Come, infatti, ha fatto notare anche un analista non certo del mondo pacifista come il direttore di 'Analisi Difesa' Gianandrea Gaiani "dal punto di vista strategico non sembra esistere una dottrina che stabilisca in quali contesti, con quali prerogative e in base a quali interessi nazionali l'Italia sia disponibile ad inviare proprie forze nell'ambito di contingenti multinazionali. Da anni ci si limita a rispondere positivamente a tutte le richieste dell'Onu e degli Organismi internazionali come se la presenza di truppe oltremare potesse da sola rappresentare quella politica estera che negli ultimi 50 anni l'Italia non è mai riuscita a elaborare".

Da una proposta del genere ne avrebbero beneficio, innanzitutto, tutti quei militari che si sono arruolati negli anni scorsi più per trovare un lavoro che per una convinta scelta di abbracciare le armi per "difendere la patria". Spesso, poi, viene detto dagli stessi apparati militari che tra i compiti principali che questi militari svolgono all'estero ci sono mansioni di sostegno alle popolazioni locali, consegna di aiuti umanitari ect.: c'è tutto lo spazio, dunque, per demilitarizzare questa funzione e per mettere fine alla commistione "militare-cooperante" ripetutamente deplorata dalle organizzazioni non governative.

Criticando le dichiarazioni dell'ex generale Luigi Caligaris, Renzo Craighero (Nodo Lilliput di Bologna) afferma: "Caligaris fa però bene a sollevare un problema politico ed a richiedere alla politica una parola semplice e chiara sul ruolo del suo apparato militare. Analogamente dovremmo fare noi, tallonando realmente le forze politiche e impegnandoci di più nel delineare strategie concrete di superamento degli apparati militari e di costruzione di forme di difesa non armata".

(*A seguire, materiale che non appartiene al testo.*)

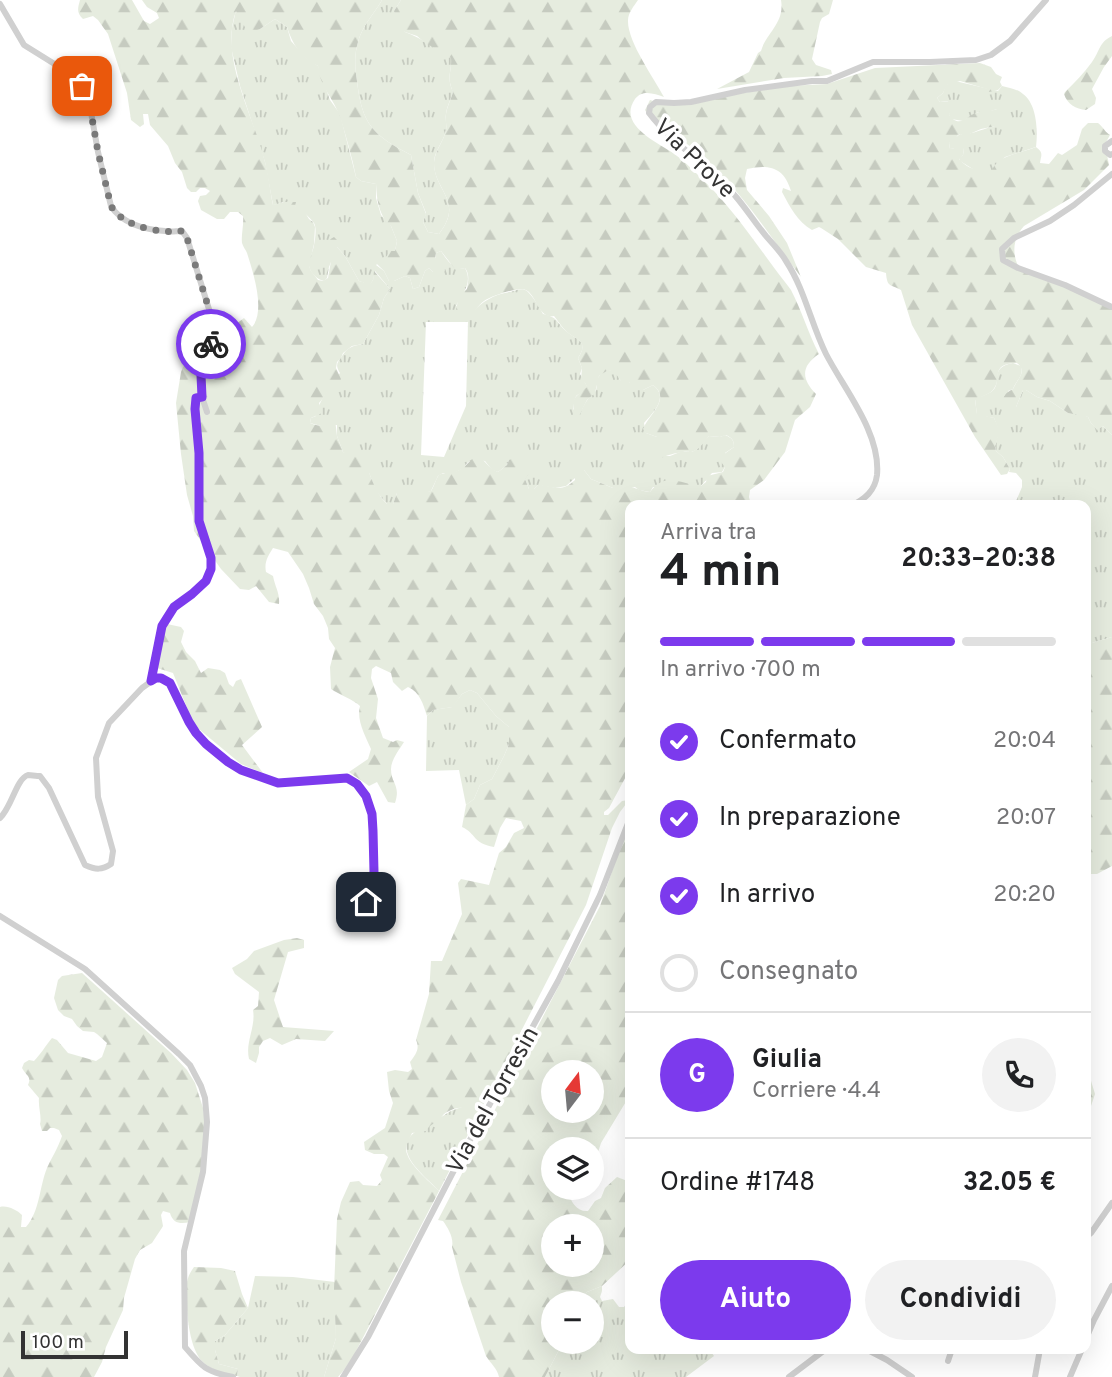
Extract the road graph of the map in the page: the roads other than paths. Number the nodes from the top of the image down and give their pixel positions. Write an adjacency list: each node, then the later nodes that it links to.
1 (1046, 0): 9 (street, Via Prove)
2 (0, 4): 7 (street)
3 (1112, 141): 4 (street)
4 (1112, 154)
5 (1112, 174): 6 (street)
6 (1112, 307)
7 (202, 397): 8 (street); 10 (street)
8 (207, 412)
9 (863, 500)
10 (151, 681): 11 (street); 13 (street)
11 (0, 818)
12 (625, 831): 26 (street, Via del Torresin)
13 (366, 902)
14 (0, 916): 25 (street)
15 (1112, 1203): 16 (street)
16 (1091, 1233)
17 (1112, 1286): 18 (street)
18 (1091, 1327)
19 (819, 1354): 27 (street)
20 (876, 1354): 28 (street)
21 (950, 1354): 24 (street)
22 (1039, 1354): 29 (street)
23 (1080, 1354): 30 (street)
24 (947, 1361)
25 (233, 1377)
26 (343, 1377)
27 (789, 1377)
28 (912, 1377)
29 (1035, 1377)
30 (1070, 1377)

Le elezioni sono uno di questi momenti. Ho l'impressione che le forze politiche - anche del centro-sinistra - non intendano parlare di questi temi al di là di qualche dichiarazione-slogan che poi non troverà riscontro nei programmi politici. Avanzo pertanto una provocazione. E' troppo chiedere al popolo della pace (dalla Tavola della Pace al Forum contro la guerra, dalla Rete Lilliput alla Rete Disarmo...) di mettere subito nell'agenda forme di pressione affinchè i diversi gruppi politici rispondano prima delle elezioni con chiarezza su questi temi? O preferiamo continuare a organizzare marce e manifestazioni ogni volta che c'è un'intervento militare non ci va bene?